WORK INSTRUCTION:
Write out exactly the lines below that run from the one containing "middle dip: (329, 117)" through the one containing "thumb tip: (81, 152)", both included, with no other lines.

DATA FOR THIS TASK:
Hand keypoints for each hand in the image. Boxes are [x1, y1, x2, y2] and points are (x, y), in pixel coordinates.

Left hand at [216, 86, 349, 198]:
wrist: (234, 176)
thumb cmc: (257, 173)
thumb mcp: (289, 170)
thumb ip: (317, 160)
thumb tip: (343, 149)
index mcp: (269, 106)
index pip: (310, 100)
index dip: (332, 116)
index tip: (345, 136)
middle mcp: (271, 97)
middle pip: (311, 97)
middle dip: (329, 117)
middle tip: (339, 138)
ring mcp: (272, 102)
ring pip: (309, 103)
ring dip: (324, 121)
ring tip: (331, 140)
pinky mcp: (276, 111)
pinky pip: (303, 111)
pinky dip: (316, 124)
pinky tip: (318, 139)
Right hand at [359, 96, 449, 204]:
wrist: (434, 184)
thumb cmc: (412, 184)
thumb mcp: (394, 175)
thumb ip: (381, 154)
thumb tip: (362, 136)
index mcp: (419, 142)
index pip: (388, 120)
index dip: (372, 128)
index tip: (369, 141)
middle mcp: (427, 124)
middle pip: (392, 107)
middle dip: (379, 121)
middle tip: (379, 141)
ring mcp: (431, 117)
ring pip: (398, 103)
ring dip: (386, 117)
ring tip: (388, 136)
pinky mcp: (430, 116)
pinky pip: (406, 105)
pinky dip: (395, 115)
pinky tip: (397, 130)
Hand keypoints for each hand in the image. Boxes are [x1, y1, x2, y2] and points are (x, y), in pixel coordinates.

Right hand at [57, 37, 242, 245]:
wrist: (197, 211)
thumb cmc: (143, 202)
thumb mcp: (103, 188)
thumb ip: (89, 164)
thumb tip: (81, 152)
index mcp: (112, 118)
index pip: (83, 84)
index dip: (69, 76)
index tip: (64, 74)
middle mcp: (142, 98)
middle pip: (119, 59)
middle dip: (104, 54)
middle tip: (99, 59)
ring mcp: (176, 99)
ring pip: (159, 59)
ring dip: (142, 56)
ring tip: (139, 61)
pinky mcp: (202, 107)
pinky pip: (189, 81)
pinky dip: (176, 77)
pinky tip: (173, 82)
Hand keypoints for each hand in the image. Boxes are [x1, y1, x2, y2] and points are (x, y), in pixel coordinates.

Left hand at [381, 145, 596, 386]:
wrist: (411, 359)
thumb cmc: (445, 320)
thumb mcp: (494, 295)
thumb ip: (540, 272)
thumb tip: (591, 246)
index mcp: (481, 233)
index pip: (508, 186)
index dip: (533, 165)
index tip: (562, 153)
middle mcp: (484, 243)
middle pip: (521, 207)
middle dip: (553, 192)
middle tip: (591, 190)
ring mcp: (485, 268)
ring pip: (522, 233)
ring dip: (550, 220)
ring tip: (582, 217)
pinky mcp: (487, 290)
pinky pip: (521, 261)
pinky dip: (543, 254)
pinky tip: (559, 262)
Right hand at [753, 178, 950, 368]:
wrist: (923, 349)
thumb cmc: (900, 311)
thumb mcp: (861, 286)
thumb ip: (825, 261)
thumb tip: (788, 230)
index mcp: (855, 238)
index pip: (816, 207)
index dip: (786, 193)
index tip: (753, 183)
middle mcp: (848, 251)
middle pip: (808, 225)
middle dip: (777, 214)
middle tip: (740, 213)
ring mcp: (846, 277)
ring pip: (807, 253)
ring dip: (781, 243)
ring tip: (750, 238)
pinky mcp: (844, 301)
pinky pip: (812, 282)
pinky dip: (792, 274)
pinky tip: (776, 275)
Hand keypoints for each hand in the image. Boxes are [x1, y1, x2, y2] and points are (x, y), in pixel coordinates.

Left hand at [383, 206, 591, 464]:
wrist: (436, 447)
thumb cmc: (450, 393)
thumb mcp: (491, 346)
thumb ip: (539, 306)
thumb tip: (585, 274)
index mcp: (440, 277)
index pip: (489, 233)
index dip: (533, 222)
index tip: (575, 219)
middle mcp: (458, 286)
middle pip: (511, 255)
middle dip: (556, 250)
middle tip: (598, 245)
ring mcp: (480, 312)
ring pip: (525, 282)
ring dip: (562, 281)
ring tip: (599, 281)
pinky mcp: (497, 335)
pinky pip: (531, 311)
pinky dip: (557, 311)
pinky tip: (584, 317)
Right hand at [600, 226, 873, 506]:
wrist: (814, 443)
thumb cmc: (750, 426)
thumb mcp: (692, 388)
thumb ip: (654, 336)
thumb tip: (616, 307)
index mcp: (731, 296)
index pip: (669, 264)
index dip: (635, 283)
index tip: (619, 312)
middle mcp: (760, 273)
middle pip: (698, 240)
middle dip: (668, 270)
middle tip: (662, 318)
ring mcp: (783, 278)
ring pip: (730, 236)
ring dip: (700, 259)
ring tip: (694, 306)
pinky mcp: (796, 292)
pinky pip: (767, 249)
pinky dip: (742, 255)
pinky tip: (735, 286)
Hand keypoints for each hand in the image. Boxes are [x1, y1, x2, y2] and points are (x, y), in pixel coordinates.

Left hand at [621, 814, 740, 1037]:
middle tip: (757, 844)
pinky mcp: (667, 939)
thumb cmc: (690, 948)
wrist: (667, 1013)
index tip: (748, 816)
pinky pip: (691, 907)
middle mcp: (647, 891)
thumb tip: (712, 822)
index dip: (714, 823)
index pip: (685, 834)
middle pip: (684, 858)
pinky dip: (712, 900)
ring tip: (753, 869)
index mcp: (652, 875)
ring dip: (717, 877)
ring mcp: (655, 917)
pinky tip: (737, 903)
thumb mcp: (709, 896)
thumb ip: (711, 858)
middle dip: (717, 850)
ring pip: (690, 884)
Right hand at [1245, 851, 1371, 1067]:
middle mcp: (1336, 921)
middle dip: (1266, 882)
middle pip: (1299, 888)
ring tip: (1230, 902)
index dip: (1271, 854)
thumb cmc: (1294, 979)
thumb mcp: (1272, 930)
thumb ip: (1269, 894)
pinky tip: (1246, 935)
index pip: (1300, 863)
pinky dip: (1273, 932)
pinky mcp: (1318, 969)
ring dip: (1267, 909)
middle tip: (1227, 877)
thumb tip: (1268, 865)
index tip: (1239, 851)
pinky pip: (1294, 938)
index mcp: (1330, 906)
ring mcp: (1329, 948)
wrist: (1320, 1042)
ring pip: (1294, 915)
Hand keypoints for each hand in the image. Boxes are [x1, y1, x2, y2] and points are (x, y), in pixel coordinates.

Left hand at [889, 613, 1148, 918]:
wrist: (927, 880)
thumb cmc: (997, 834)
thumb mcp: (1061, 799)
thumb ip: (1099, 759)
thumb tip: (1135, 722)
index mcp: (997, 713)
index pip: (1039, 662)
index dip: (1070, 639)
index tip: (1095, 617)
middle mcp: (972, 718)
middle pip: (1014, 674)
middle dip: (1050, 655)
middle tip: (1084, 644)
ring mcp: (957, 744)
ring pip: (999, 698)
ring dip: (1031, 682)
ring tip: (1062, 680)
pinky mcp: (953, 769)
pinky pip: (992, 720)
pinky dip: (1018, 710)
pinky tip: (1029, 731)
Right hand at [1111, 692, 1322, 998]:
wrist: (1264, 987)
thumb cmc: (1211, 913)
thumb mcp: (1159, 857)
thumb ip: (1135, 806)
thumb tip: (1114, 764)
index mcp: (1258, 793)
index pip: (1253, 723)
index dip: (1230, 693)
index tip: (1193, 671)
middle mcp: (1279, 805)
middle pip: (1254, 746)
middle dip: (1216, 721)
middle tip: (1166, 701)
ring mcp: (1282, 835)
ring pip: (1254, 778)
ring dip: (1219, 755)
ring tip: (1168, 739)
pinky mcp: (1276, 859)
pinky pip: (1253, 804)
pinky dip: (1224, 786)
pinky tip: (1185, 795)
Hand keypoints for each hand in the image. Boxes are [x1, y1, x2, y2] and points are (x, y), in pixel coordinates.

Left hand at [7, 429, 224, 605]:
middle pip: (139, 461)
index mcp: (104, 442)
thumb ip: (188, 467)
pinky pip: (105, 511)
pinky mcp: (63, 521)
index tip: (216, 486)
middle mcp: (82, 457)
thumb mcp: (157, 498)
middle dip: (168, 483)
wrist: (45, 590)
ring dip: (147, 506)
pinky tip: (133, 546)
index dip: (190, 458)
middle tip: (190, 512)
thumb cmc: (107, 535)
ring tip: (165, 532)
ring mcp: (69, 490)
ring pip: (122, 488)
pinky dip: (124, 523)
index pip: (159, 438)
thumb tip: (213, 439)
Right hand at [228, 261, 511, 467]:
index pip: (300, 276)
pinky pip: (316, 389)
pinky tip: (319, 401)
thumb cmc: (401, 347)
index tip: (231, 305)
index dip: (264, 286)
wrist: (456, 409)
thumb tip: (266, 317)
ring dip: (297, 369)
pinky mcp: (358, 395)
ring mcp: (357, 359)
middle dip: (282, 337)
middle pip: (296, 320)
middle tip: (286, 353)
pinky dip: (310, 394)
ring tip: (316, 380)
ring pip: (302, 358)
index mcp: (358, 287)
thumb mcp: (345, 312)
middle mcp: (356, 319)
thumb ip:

TASK SOLUTION:
middle dip: (329, 117)
middle tip: (339, 138)
ring mcp: (272, 102)
ring pip: (309, 103)
ring dip: (324, 121)
ring tip: (331, 140)
pinky mcp: (276, 111)
pinky pip: (303, 111)
pinky dip: (316, 124)
pinky tip: (318, 139)
Right hand at [359, 96, 449, 204]:
wrist: (434, 184)
thumb cmc: (412, 184)
thumb mcp: (394, 175)
thumb ip: (381, 154)
thumb tip: (362, 136)
index mcp: (419, 142)
index pip: (388, 120)
index dip: (372, 128)
index tip: (369, 141)
middle mcp: (427, 124)
middle pip: (392, 107)
middle dip: (379, 121)
middle tip: (379, 141)
ring mcp: (431, 117)
ring pip: (398, 103)
ring dip: (386, 117)
ring tip: (388, 136)
pinky mcp: (430, 116)
pinky pip: (406, 105)
pinky dip: (395, 115)
pinky tip: (397, 130)
Hand keypoints for each hand in the image. Boxes are [x1, y1, x2, y2] and points are (x, y), in pixel coordinates.

Right hand at [57, 37, 242, 245]:
wrist: (197, 211)
thumb cmc: (143, 202)
thumb mcp: (103, 188)
thumb ip: (89, 164)
thumb tip: (81, 152)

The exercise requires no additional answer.